Operating System - HP-UX
1834512 Members
1975 Online
110068 Solutions
New Discussion

Optimal 2-Channel SCSI LVM Config

 
Joseph Hoh
Frequent Advisor

Optimal 2-Channel SCSI LVM Config

This is a long post, but ANY help would be appreciated.

I have a Dell External SCSI enclosure with 14 x 146GB 10K Ultra 320 disks. It is configured with a split backplane and connected to a RP7420 with two SCSI C1010 Ultra160 Wide LVD A6828-60101 controllers - one on each of the split busses.

We need to configure this storage as a temporary holding place (2 months) for a QA Oracle environment holding several (10) OLTP and one Data Warehouse databases totaling about 700GB.

I currently have all 14 disks configured into a single VG with two PVGs - one for each of the controllers. A single 800GB mirrored LV has been created with the policy set to separate PVG, and the performance is less than optimal.

What would a better configuration be?
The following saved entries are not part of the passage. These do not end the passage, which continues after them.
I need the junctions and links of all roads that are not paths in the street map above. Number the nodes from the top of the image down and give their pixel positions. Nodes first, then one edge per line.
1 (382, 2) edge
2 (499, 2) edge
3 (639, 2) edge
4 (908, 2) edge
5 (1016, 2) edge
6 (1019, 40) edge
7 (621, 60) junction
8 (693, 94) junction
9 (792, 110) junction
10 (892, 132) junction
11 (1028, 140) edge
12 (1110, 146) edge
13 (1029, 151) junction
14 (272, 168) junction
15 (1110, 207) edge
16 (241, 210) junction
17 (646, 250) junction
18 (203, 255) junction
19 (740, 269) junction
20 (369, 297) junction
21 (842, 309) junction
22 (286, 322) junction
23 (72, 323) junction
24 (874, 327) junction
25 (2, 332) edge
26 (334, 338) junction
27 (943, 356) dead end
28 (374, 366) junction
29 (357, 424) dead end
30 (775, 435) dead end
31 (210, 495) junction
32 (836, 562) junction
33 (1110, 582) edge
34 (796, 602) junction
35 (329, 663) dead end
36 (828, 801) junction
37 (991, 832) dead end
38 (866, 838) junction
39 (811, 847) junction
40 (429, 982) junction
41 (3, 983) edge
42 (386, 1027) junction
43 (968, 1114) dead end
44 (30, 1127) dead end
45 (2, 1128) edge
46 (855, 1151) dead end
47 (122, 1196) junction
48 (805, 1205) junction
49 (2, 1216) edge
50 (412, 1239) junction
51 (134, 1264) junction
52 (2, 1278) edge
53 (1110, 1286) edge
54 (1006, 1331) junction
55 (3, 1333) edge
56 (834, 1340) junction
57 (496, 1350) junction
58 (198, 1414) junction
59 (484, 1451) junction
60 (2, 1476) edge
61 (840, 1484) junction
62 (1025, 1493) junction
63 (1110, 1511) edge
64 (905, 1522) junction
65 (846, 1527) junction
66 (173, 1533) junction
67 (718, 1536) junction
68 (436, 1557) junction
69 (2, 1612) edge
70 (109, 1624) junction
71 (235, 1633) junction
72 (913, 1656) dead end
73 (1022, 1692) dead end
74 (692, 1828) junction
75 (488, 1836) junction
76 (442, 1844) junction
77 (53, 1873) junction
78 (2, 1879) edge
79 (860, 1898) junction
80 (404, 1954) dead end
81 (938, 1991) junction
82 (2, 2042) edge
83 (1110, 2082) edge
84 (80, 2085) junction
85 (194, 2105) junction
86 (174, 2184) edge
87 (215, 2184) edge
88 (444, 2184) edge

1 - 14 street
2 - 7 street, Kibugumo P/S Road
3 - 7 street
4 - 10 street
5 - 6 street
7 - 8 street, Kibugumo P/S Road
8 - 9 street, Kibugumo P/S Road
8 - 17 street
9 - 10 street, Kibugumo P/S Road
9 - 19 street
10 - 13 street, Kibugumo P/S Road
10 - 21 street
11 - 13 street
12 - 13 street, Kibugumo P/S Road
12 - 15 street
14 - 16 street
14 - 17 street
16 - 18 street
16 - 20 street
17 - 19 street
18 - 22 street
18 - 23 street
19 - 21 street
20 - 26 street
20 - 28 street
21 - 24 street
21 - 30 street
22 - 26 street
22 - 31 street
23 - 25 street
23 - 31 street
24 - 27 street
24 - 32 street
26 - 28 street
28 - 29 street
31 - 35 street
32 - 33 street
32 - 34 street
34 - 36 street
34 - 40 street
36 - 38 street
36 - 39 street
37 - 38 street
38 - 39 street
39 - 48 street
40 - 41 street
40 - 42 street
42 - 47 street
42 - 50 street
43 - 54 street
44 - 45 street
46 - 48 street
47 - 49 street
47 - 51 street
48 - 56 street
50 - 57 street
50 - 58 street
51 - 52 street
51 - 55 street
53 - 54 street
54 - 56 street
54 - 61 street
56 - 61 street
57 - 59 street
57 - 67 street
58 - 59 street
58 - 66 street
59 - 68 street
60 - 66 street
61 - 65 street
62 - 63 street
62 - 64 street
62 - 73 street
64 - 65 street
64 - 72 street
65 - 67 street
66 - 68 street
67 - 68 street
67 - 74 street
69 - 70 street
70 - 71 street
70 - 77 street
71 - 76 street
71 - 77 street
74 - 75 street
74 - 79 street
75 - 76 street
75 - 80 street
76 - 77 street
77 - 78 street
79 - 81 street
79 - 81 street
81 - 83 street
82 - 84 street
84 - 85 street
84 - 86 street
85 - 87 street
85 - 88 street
I thought that spreading the load across 7 disks with reads and writes in parallel would give us pretty good performance, but we seem to be having some performance issues - about 10 times slower than a 2-disk mirror.

Are there kernel parameters to be tuned for such a config?
2 REPLIES 2
Joseph Hoh
Frequent Advisor

Re: Optimal 2-Channel SCSI LVM Config

Also,

Mount options, VxFS options, and LV/VG paramerters are open to adjustment.
curt larson_1
Honored Contributor

Re: Optimal 2-Channel SCSI LVM Config

place tables and indices on different disks
place logfiles on a seperate group of disks
place tables that are accessed concurrently on different disks
place temporary disk areas (used for sorting) on seperate disks
stripe large tables across multiple disks
don't stripe indiscriminately
don't use lvm or hardware striping and database striping together
lvm mirroring is typical more efficient that database mirroring
database striping maybe better then lvm striping


the only kernel parameters are usually
dbc_max_pct, ebc_min_pct, bufpages, and nbuf
which apply to the amount of buffer cache memory that is allocated. check to see that this is sized appropriately.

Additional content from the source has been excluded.